The Data Controller of the information being collected is:  Academy of Sport and Wellbeing, Perth College UHI, Crieff Road, Perth, PH1 2NX

For any queries or concerns about how your personal data is being processed you can contact the relevant Data Protection Officer at dataprotectionofficer@uhi.ac.uk

This privacy statement relates to the following processing:

Academy of Sport and Wellbeing – Academy of Sport and Wellbeing Membership Agreement and Academy of Sport and Wellbeing Membership.

Your information will be used for the following purposes:

Purpose 1:

Administering Your Membership

Administering and managing your membership agreement, including:

  • Making decisions about your membership.
  • Administering the membership agreement.
  • Business management and planning, including accounting and auditing.
  • Arranging for termination of partnerships.

Purpose 2:

  • Academy of Sport and Wellbeing Members' Safety
  • Making sure that the Academy of Sport and Wellbeing is a safe environment for all members.  This includes making sure that individual members can safely use the Academy of Sport and Wellbeing, by checking for members' health.
  • Exercise prescription based on Par Q and (medical clearance from GP, if required).
  • Complying with health and safety obligations.

Purpose 3:

Marketing

  • Academy of Sport and Wellbeing marketing communications.

Purpose 4:

  • Track and Trace
  • Facilitation of the Government “Test & Protect” system.
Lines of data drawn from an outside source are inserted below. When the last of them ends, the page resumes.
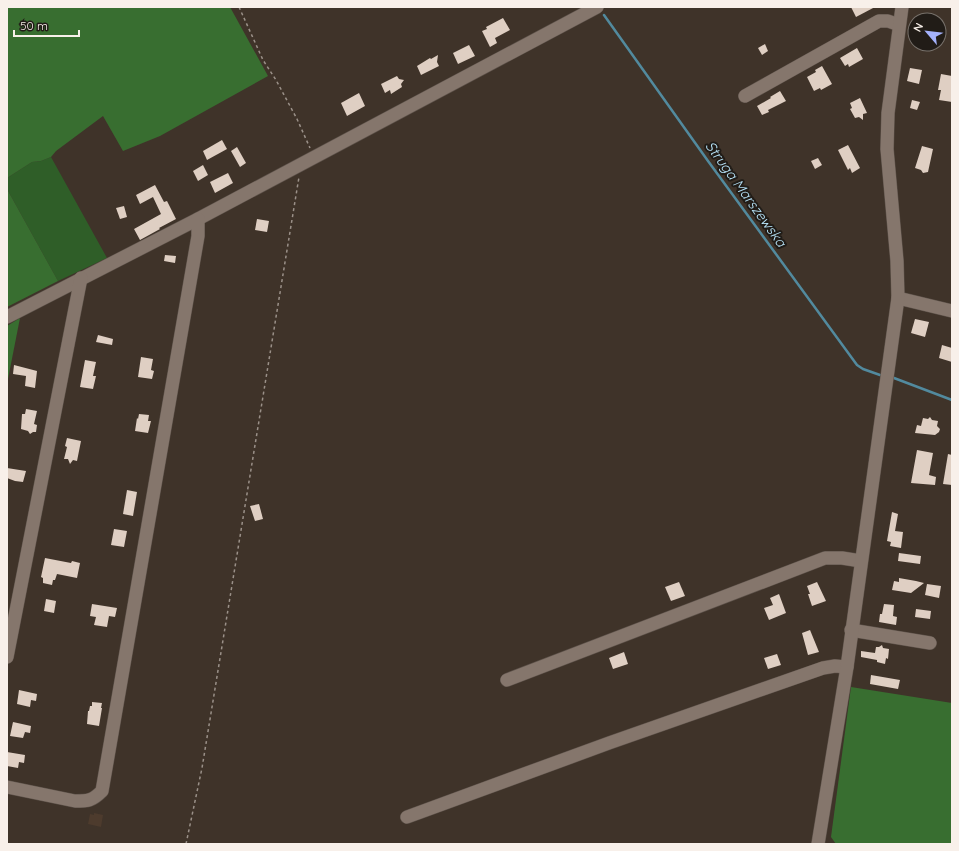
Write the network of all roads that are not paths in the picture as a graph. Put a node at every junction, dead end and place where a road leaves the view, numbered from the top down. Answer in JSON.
{"nodes":[{"id":1,"x":597,"y":7,"type":"edge"},
{"id":2,"x":902,"y":7,"type":"edge"},
{"id":3,"x":899,"y":25,"type":"junction"},
{"id":4,"x":745,"y":96,"type":"dead end"},
{"id":5,"x":198,"y":219,"type":"junction"},
{"id":6,"x":81,"y":278,"type":"junction"},
{"id":7,"x":898,"y":298,"type":"junction"},
{"id":8,"x":952,"y":311,"type":"edge"},
{"id":9,"x":7,"y":317,"type":"edge"},
{"id":10,"x":861,"y":561,"type":"junction"},
{"id":11,"x":851,"y":630,"type":"junction"},
{"id":12,"x":930,"y":643,"type":"dead end"},
{"id":13,"x":7,"y":657,"type":"edge"},
{"id":14,"x":847,"y":667,"type":"junction"},
{"id":15,"x":507,"y":680,"type":"dead end"},
{"id":16,"x":7,"y":787,"type":"edge"},
{"id":17,"x":407,"y":817,"type":"dead end"},
{"id":18,"x":818,"y":844,"type":"edge"}],
"edges":[{"from":1,"to":5,"type":"street"},
{"from":2,"to":3,"type":"street"},
{"from":3,"to":4,"type":"street"},
{"from":3,"to":7,"type":"street"},
{"from":5,"to":6,"type":"street"},
{"from":5,"to":16,"type":"street"},
{"from":6,"to":9,"type":"street"},
{"from":6,"to":13,"type":"street"},
{"from":7,"to":8,"type":"street"},
{"from":7,"to":10,"type":"street"},
{"from":10,"to":11,"type":"street"},
{"from":10,"to":15,"type":"street"},
{"from":11,"to":12,"type":"street"},
{"from":11,"to":14,"type":"street"},
{"from":14,"to":17,"type":"street"},
{"from":14,"to":18,"type":"street"}]}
Our legal reasons for using the data are:

To achieve the following purposes:

  • Purpose 1:  Administering Your Membership
  • Purpose 2:  Academy of Sport and Wellbeing Members' Safety
  • Purpose 3:  Consent
  • Purpose 4:  Test & Protect

Our legal reason to use the data is:  Use is necessary for the performance of a contract with you to take steps, at your request, before entering into such a contract.  That contract being the membership agreement between the Academy of Sport and Wellbeing and Academy of Sport and Wellbeing members. Facilitation of Government Test & Protect.
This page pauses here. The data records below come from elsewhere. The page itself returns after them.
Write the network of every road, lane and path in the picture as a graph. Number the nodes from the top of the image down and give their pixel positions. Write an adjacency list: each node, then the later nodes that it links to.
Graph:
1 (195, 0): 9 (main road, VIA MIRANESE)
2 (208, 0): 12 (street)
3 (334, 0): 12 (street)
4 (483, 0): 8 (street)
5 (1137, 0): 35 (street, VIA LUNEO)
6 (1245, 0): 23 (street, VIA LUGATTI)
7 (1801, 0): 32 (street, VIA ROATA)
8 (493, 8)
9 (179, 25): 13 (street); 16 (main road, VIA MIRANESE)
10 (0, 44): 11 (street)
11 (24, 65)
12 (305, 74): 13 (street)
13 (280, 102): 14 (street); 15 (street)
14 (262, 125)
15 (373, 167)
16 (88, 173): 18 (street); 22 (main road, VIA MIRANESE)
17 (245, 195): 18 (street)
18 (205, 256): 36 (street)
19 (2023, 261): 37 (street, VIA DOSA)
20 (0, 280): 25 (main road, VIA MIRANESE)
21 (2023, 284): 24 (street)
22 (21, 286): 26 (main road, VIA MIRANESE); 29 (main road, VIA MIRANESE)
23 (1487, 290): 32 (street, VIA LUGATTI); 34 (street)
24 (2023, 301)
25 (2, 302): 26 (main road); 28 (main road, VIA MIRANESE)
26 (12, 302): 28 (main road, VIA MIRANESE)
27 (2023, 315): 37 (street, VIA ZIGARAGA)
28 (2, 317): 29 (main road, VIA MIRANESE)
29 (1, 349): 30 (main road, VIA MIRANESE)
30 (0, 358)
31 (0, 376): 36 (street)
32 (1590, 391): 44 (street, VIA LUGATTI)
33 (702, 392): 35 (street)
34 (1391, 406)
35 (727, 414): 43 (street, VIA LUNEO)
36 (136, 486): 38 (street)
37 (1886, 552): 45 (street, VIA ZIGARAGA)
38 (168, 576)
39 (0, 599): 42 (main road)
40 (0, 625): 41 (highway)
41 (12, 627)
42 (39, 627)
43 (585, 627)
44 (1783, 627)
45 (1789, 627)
The data we use includes special category (sensitive) data; your health data.

Our legal reason for using this sensitive data, as provided, is:

  • We have your explicit consent to use this data.
  • We use your health data to make sure you can use the Academy of Sport and Wellbeing without it presenting an unreasonable risk to your health or the health of others.
  • If you were to withhold the personal information we require for the Membership Agreement, the consequences would be:
  • The Academy of Sport and Wellbeing would not be able to process your membership agreement.  This means that the Academy of Sport and Wellbeing would be unable to provide you with its services or allow you access to its facilities.
  • Your data will, or may, be shared with the following recipients or categories of recipient:

Academy of Sport and Wellbeing is part of Perth College UHI and will not share your data with anyone.

Your data will be retained for the following period:

  • 3 years – Purpose 3
  • 7 years – Purpose 2 (fin)
  • Until 21 years – Purpose 1 and 2.  RIDDOR – Ian Bow?

 

The following rights are rights of data subjects:

  • The right to access your personal data.
  • The right to rectification if the personal data we hold about you is incorrect.
  • The right to restrict processing of your personal data.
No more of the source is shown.